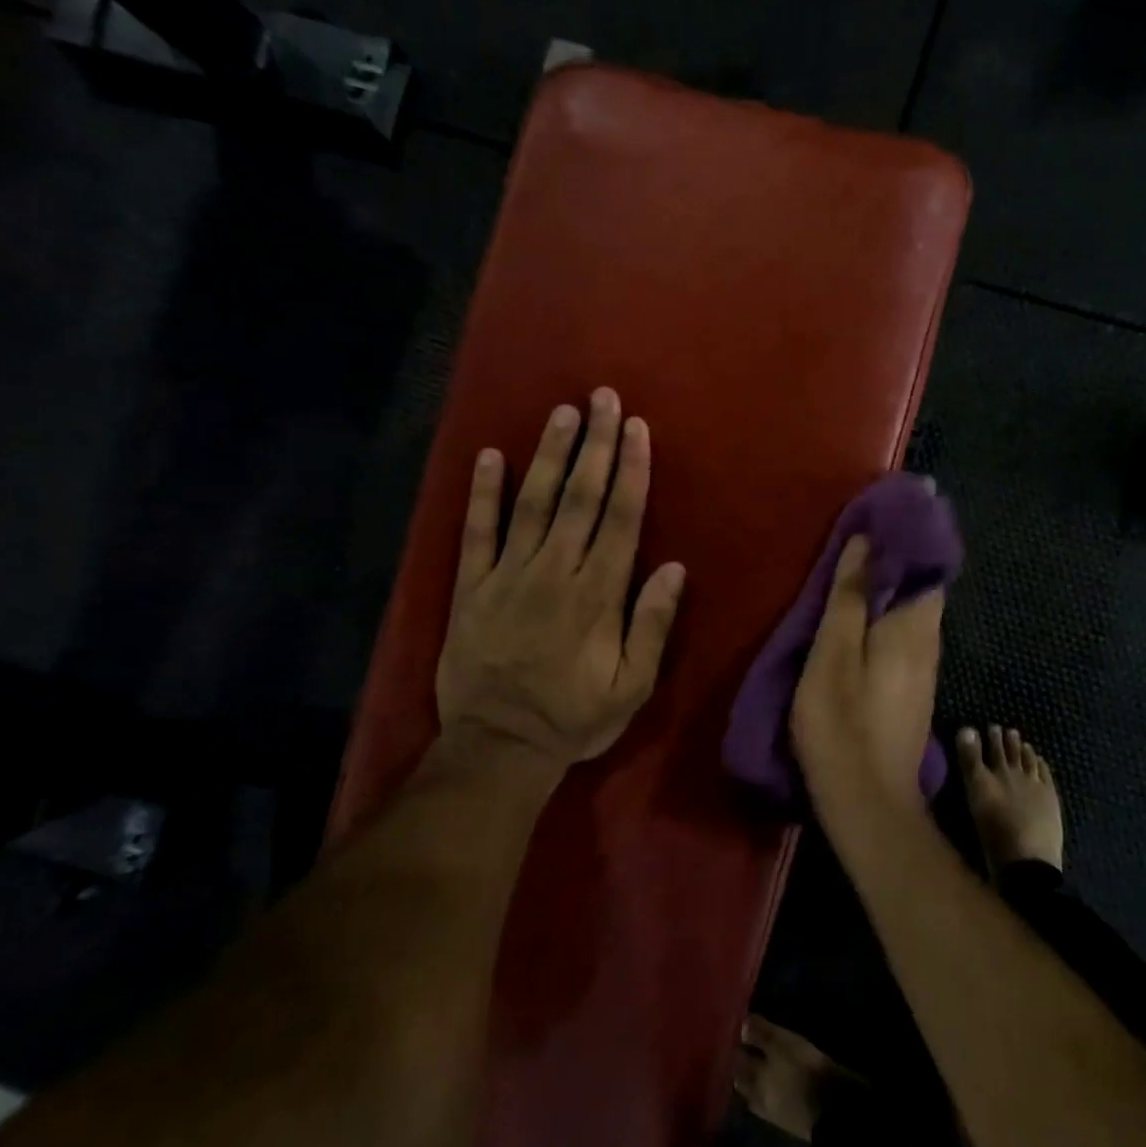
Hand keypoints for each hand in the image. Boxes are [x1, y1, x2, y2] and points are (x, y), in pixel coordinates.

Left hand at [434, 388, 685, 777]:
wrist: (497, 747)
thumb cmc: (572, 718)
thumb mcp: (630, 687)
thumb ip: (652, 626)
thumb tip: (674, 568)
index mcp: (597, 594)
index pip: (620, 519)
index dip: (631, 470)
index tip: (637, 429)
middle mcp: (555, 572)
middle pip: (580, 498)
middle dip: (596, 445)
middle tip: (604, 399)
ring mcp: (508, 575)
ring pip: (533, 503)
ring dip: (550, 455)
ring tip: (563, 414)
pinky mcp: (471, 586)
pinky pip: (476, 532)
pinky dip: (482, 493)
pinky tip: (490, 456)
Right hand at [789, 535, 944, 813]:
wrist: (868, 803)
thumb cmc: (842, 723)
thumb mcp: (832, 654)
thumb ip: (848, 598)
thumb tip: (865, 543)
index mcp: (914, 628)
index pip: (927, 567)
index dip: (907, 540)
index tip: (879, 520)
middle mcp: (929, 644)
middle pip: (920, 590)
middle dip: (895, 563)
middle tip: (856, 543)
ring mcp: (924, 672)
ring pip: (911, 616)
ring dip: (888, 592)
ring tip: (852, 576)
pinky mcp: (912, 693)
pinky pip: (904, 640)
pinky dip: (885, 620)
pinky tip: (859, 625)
□ □ □ □
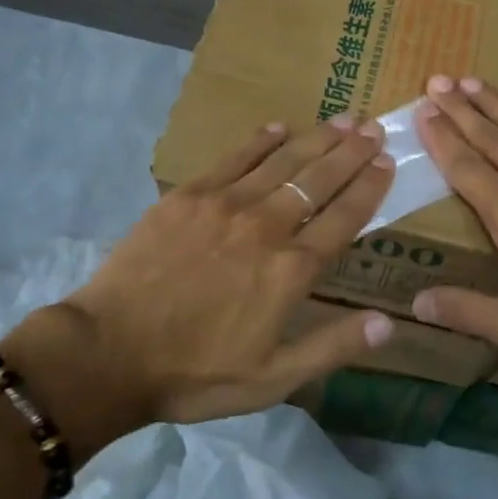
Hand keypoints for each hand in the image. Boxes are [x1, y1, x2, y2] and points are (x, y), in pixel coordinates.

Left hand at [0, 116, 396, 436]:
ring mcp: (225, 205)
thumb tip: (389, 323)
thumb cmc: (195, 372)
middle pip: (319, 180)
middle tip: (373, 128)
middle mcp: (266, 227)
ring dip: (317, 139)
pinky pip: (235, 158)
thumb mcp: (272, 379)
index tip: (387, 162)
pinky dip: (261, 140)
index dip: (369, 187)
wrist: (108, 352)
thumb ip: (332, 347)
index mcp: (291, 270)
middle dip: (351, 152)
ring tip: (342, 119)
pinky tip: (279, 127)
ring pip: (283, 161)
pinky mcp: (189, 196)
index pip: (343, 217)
□ □ □ □
Give back, unchanged, the run of lines in the listing above that begins at the line containing "index tip: (879, 520)" and ends at the line containing "pinky tip: (859, 625)", both included.

index tip: (879, 520)
middle mcp: (929, 644)
middle pip: (920, 590)
middle dip: (895, 563)
middle tip: (856, 543)
ring mcp: (924, 672)
ring pip: (911, 616)
ring dip: (888, 592)
ring tip: (852, 576)
pinky mcp: (912, 693)
pinky pip: (904, 640)
pinky dip: (885, 620)
pinky tip: (859, 625)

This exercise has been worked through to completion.